* _TASK GOAL_: Reproduce the records in full. Alter nothing.

*** Opening DATA FOR PROCESSING ***

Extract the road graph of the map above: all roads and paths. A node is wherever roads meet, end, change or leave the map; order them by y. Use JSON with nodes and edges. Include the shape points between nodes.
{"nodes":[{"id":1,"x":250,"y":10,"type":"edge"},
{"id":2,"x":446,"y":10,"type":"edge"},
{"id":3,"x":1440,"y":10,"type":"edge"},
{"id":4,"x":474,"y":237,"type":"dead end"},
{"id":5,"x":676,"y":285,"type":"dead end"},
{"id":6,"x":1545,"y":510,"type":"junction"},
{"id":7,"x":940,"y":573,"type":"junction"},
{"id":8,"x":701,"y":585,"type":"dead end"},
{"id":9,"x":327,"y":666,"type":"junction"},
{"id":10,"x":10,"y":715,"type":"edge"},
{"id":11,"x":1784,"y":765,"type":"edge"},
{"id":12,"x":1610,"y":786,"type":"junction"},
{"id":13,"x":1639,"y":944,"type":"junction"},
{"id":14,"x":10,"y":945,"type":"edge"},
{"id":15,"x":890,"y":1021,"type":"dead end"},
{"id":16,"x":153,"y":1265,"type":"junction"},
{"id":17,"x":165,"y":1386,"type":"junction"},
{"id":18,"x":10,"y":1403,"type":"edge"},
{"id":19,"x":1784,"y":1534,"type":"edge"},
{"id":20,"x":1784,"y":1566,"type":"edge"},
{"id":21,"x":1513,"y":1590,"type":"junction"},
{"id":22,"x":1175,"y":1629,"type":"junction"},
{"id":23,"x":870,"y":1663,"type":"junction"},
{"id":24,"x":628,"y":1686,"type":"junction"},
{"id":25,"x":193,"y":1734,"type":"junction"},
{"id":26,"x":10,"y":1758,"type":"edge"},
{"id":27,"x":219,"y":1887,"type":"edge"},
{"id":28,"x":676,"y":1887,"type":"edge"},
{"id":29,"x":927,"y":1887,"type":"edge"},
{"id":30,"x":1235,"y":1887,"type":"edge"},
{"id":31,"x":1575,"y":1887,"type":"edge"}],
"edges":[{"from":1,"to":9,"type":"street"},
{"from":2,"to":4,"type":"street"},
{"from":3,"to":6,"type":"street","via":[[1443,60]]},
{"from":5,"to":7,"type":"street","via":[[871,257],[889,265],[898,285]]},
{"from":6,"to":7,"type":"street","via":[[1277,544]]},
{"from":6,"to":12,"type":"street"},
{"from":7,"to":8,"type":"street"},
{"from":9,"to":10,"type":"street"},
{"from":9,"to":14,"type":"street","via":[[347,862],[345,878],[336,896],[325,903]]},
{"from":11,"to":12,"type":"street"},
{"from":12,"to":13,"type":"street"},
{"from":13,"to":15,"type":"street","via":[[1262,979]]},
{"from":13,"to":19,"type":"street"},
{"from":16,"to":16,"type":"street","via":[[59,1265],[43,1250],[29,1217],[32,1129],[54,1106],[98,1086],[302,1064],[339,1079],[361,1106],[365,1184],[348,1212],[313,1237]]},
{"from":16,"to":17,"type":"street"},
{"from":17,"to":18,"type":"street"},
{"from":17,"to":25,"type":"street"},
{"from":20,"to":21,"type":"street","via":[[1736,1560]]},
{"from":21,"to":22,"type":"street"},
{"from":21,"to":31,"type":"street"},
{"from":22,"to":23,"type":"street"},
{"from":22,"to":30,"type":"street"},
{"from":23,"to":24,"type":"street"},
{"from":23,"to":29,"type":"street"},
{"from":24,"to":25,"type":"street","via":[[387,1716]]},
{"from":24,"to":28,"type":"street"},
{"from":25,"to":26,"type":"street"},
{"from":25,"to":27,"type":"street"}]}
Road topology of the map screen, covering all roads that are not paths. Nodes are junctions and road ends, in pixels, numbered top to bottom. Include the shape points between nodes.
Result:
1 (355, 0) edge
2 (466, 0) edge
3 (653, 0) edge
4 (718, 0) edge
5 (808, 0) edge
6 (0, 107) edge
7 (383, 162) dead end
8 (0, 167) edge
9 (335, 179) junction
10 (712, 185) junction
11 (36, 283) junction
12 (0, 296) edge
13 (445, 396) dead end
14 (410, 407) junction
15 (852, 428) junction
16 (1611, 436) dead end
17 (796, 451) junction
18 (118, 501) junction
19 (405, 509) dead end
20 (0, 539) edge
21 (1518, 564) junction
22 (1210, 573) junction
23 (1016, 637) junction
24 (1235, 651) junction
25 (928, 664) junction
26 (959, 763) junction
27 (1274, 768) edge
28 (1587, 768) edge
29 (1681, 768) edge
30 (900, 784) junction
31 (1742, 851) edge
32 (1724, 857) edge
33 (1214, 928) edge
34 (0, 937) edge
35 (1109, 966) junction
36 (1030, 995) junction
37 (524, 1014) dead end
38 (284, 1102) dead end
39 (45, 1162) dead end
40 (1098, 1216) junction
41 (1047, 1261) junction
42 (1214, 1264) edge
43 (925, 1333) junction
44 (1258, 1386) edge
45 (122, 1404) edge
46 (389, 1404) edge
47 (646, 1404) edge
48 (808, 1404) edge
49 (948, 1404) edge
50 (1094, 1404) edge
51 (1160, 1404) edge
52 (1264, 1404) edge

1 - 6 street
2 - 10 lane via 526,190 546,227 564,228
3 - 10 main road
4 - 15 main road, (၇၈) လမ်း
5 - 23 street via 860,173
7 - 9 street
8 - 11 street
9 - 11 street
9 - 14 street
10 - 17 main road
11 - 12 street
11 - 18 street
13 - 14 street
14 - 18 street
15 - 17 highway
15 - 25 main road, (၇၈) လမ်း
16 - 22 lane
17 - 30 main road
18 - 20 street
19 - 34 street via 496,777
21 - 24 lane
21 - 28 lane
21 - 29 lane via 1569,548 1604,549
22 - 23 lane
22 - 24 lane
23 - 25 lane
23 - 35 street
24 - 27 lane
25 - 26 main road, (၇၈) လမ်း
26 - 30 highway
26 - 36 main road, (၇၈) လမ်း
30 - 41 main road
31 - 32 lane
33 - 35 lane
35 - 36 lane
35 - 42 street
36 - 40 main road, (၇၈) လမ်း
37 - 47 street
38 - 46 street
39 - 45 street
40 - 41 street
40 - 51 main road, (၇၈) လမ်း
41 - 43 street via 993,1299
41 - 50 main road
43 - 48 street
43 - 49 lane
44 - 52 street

*** Closing DATA FOR PROCESSING ***

* _SOLUTION FOR THIS EXERCISE_:
Extract the road graph of the map above: all roads and paths. A node is wherever roads meet, end, change or leave the map; order them by y. Use JSON with nodes and edges. Include the shape points between nodes.
{"nodes":[{"id":1,"x":250,"y":10,"type":"edge"},
{"id":2,"x":446,"y":10,"type":"edge"},
{"id":3,"x":1440,"y":10,"type":"edge"},
{"id":4,"x":474,"y":237,"type":"dead end"},
{"id":5,"x":676,"y":285,"type":"dead end"},
{"id":6,"x":1545,"y":510,"type":"junction"},
{"id":7,"x":940,"y":573,"type":"junction"},
{"id":8,"x":701,"y":585,"type":"dead end"},
{"id":9,"x":327,"y":666,"type":"junction"},
{"id":10,"x":10,"y":715,"type":"edge"},
{"id":11,"x":1784,"y":765,"type":"edge"},
{"id":12,"x":1610,"y":786,"type":"junction"},
{"id":13,"x":1639,"y":944,"type":"junction"},
{"id":14,"x":10,"y":945,"type":"edge"},
{"id":15,"x":890,"y":1021,"type":"dead end"},
{"id":16,"x":153,"y":1265,"type":"junction"},
{"id":17,"x":165,"y":1386,"type":"junction"},
{"id":18,"x":10,"y":1403,"type":"edge"},
{"id":19,"x":1784,"y":1534,"type":"edge"},
{"id":20,"x":1784,"y":1566,"type":"edge"},
{"id":21,"x":1513,"y":1590,"type":"junction"},
{"id":22,"x":1175,"y":1629,"type":"junction"},
{"id":23,"x":870,"y":1663,"type":"junction"},
{"id":24,"x":628,"y":1686,"type":"junction"},
{"id":25,"x":193,"y":1734,"type":"junction"},
{"id":26,"x":10,"y":1758,"type":"edge"},
{"id":27,"x":219,"y":1887,"type":"edge"},
{"id":28,"x":676,"y":1887,"type":"edge"},
{"id":29,"x":927,"y":1887,"type":"edge"},
{"id":30,"x":1235,"y":1887,"type":"edge"},
{"id":31,"x":1575,"y":1887,"type":"edge"}],
"edges":[{"from":1,"to":9,"type":"street"},
{"from":2,"to":4,"type":"street"},
{"from":3,"to":6,"type":"street","via":[[1443,60]]},
{"from":5,"to":7,"type":"street","via":[[871,257],[889,265],[898,285]]},
{"from":6,"to":7,"type":"street","via":[[1277,544]]},
{"from":6,"to":12,"type":"street"},
{"from":7,"to":8,"type":"street"},
{"from":9,"to":10,"type":"street"},
{"from":9,"to":14,"type":"street","via":[[347,862],[345,878],[336,896],[325,903]]},
{"from":11,"to":12,"type":"street"},
{"from":12,"to":13,"type":"street"},
{"from":13,"to":15,"type":"street","via":[[1262,979]]},
{"from":13,"to":19,"type":"street"},
{"from":16,"to":16,"type":"street","via":[[59,1265],[43,1250],[29,1217],[32,1129],[54,1106],[98,1086],[302,1064],[339,1079],[361,1106],[365,1184],[348,1212],[313,1237]]},
{"from":16,"to":17,"type":"street"},
{"from":17,"to":18,"type":"street"},
{"from":17,"to":25,"type":"street"},
{"from":20,"to":21,"type":"street","via":[[1736,1560]]},
{"from":21,"to":22,"type":"street"},
{"from":21,"to":31,"type":"street"},
{"from":22,"to":23,"type":"street"},
{"from":22,"to":30,"type":"street"},
{"from":23,"to":24,"type":"street"},
{"from":23,"to":29,"type":"street"},
{"from":24,"to":25,"type":"street","via":[[387,1716]]},
{"from":24,"to":28,"type":"street"},
{"from":25,"to":26,"type":"street"},
{"from":25,"to":27,"type":"street"}]}
Road topology of the map screen, covering all roads that are not paths. Nodes are junctions and road ends, in pixels, numbered top to bottom. Include the shape points between nodes.
Result:
1 (355, 0) edge
2 (466, 0) edge
3 (653, 0) edge
4 (718, 0) edge
5 (808, 0) edge
6 (0, 107) edge
7 (383, 162) dead end
8 (0, 167) edge
9 (335, 179) junction
10 (712, 185) junction
11 (36, 283) junction
12 (0, 296) edge
13 (445, 396) dead end
14 (410, 407) junction
15 (852, 428) junction
16 (1611, 436) dead end
17 (796, 451) junction
18 (118, 501) junction
19 (405, 509) dead end
20 (0, 539) edge
21 (1518, 564) junction
22 (1210, 573) junction
23 (1016, 637) junction
24 (1235, 651) junction
25 (928, 664) junction
26 (959, 763) junction
27 (1274, 768) edge
28 (1587, 768) edge
29 (1681, 768) edge
30 (900, 784) junction
31 (1742, 851) edge
32 (1724, 857) edge
33 (1214, 928) edge
34 (0, 937) edge
35 (1109, 966) junction
36 (1030, 995) junction
37 (524, 1014) dead end
38 (284, 1102) dead end
39 (45, 1162) dead end
40 (1098, 1216) junction
41 (1047, 1261) junction
42 (1214, 1264) edge
43 (925, 1333) junction
44 (1258, 1386) edge
45 (122, 1404) edge
46 (389, 1404) edge
47 (646, 1404) edge
48 (808, 1404) edge
49 (948, 1404) edge
50 (1094, 1404) edge
51 (1160, 1404) edge
52 (1264, 1404) edge

1 - 6 street
2 - 10 lane via 526,190 546,227 564,228
3 - 10 main road
4 - 15 main road, (၇၈) လမ်း
5 - 23 street via 860,173
7 - 9 street
8 - 11 street
9 - 11 street
9 - 14 street
10 - 17 main road
11 - 12 street
11 - 18 street
13 - 14 street
14 - 18 street
15 - 17 highway
15 - 25 main road, (၇၈) လမ်း
16 - 22 lane
17 - 30 main road
18 - 20 street
19 - 34 street via 496,777
21 - 24 lane
21 - 28 lane
21 - 29 lane via 1569,548 1604,549
22 - 23 lane
22 - 24 lane
23 - 25 lane
23 - 35 street
24 - 27 lane
25 - 26 main road, (၇၈) လမ်း
26 - 30 highway
26 - 36 main road, (၇၈) လမ်း
30 - 41 main road
31 - 32 lane
33 - 35 lane
35 - 36 lane
35 - 42 street
36 - 40 main road, (၇၈) လမ်း
37 - 47 street
38 - 46 street
39 - 45 street
40 - 41 street
40 - 51 main road, (၇၈) လမ်း
41 - 43 street via 993,1299
41 - 50 main road
43 - 48 street
43 - 49 lane
44 - 52 street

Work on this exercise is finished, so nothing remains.